Benefits of physical activity

Physical activity promotes health across the ages. It promotes healthy growth among children and young people, helps prevent unhealthy weight gain, promotes muscle and cardio-respiratory health, improves bone health and prevents falls, and especially supports healthy aging- improving and maintaining quality of life and independence among older adults.


Now much as majority of the people would want to exercise, it is not easy to, particularly in the urban centres. One, there is so much traffic that even though you carried your gym bag, you end up changing route mid-way. Second, the rate of insecurity challenges early morning and evening runs, not to mention pollution and lack of running tracks. This leads me to the lack of recreation facilities. Back in the days, we had the YMCAs. While some are still in good shape and very functional, others are dilapidated or no longer exist.

Way forward

Let’s start by reclaiming the recreation facilities that once existed. Besides helping people keep fit, this is where some of us learned to dance, which eventually became a source of livelihood guy for a good lot. It is also one way to promote community policing and reduce crime, so governors, learn from bwana Alfred.
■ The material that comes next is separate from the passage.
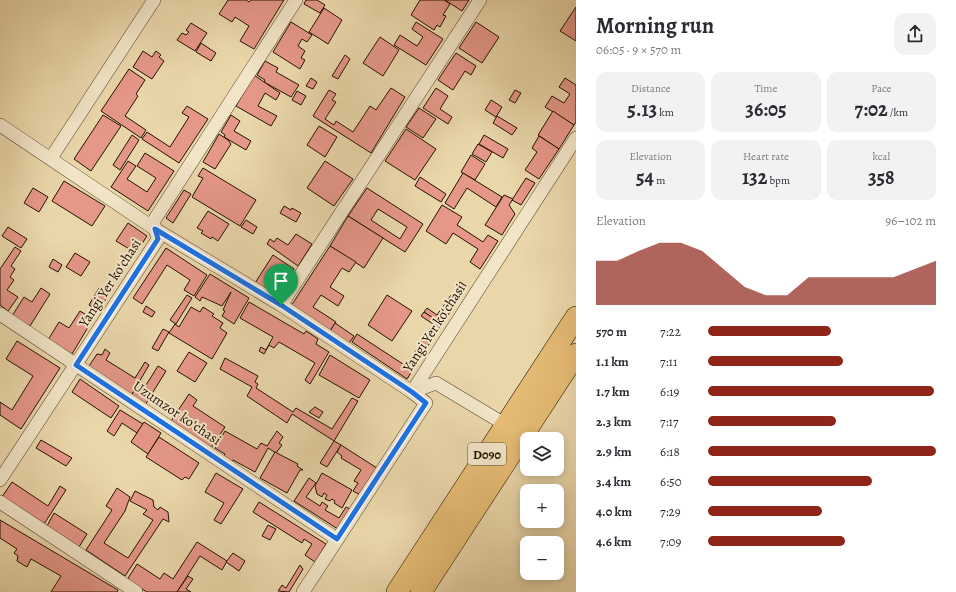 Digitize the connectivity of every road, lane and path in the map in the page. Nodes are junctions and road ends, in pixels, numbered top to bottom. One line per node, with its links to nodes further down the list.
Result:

Second, let’s make and strengthen partnerships- the public-private, different government sectors. Investing in prevention is one good move. If you are taking your child to a school where they do not get at least one hour of play daily, you are not helping. It is not enough to have written policies, or laws, rather their enactment, and that is everyone’s job. Programs at the worksite, in the learning institutions, need to be encouraged and supported.

The sports system also needs to be strengthened. We need to have a range of sports for women and men made available and accessible. How many counties have had community groups sports tournaments so far? These are some of the news that we would love to watch, and more commercial breaks that promote physical activity.

I dream of a day when all Kenyans living in the city can comfortably walk without worrying about an overlapping vehicle, a haunted street, or better yet, just a day when we will have more bicycles in the town centres than cars.